Saturday, March 24, 2012

Back to the Future

M and I in 2007

Five years ago, M and I took an ambitious trip. We traveled through the heart of America from my former home in Kalamazoo to the Bay Area. We made the passage in five days.  I was eager to put Michigan behind me, and M had to fly straight off to a wedding in Florida when all was said and done. We drove a 2000 Toyota Solara, which I still own. In it, there was just enough space for all my worldly possessions, M's luggage, and my faithful companion, Jonah, a brown lop-eared bunny rabbit with Buddha nature. I had $800 in my pocket, some unemployment insurance coming to me and a set of relatives in California who had way more faith in me than I did in myself.

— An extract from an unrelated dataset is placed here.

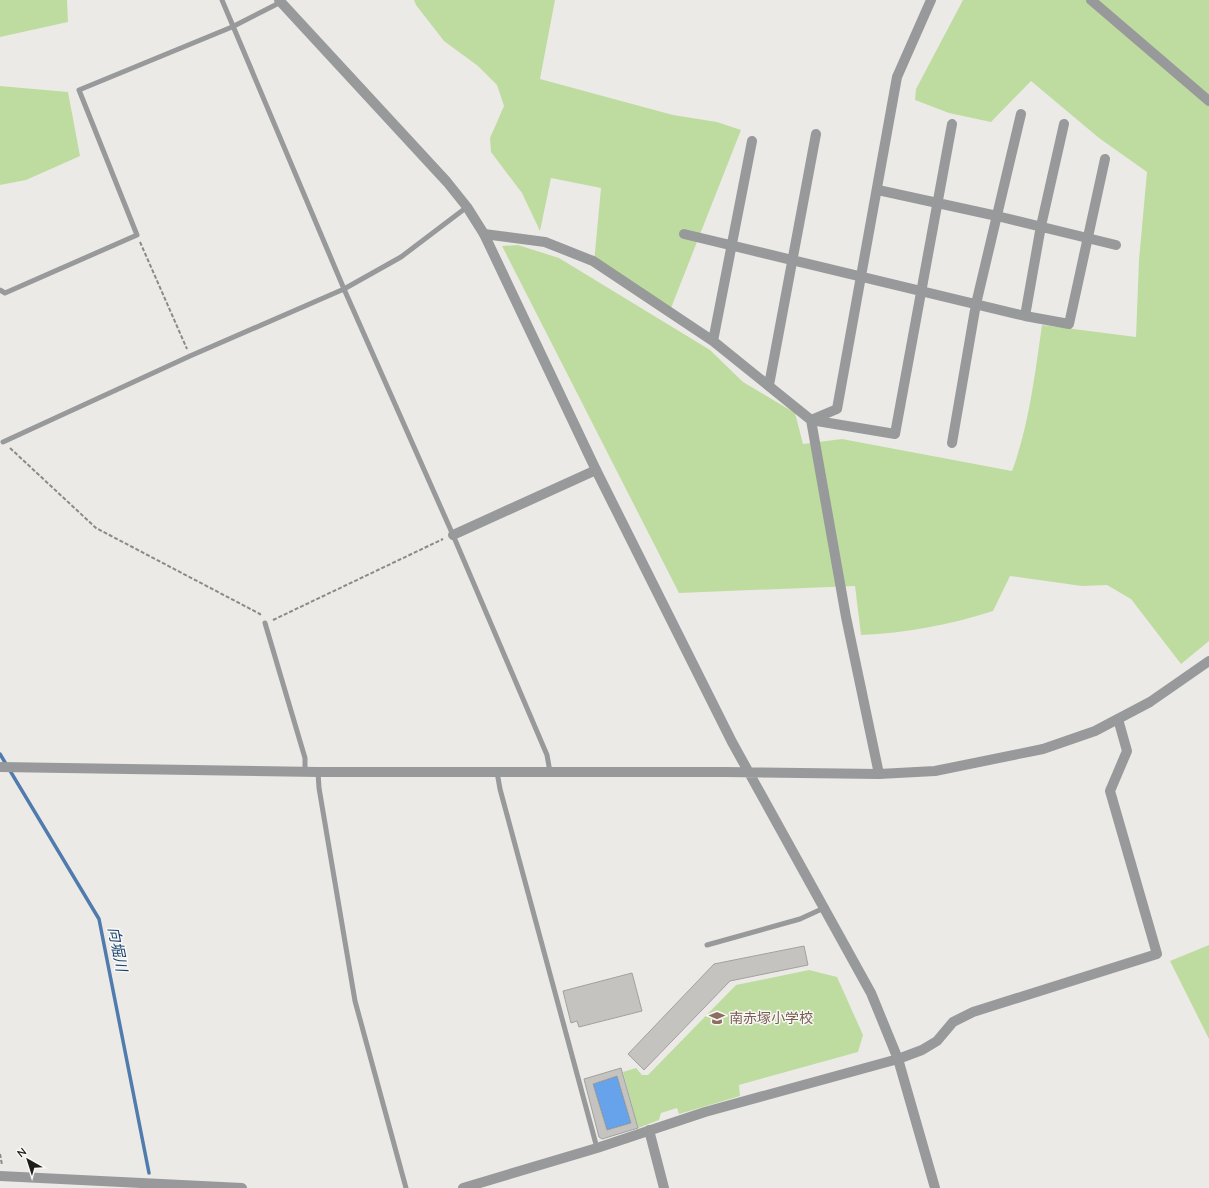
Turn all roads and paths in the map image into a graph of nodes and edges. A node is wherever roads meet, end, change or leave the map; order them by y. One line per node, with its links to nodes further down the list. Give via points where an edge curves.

Because I don't like to drive and I'm not very good at it anyhow, M did, every inch, from Kalamazoo, to Chicago, through Illinois, and Iowa, Colorado, and New Mexico, Arizona and California. I'm probably missing a state or two. I am terrible at geography, which you may already know or will know soon enough. When I first declared my intention to move about as far West as a lady could get, and after my friends determined this declaration wasn't just one of many, many empty declarations I had made in the past, M appointed herself the driver, and before long, there we were, companions together, on the road, traveling through landscapes dominated by grassy plains, dry deserts and majestic mountains.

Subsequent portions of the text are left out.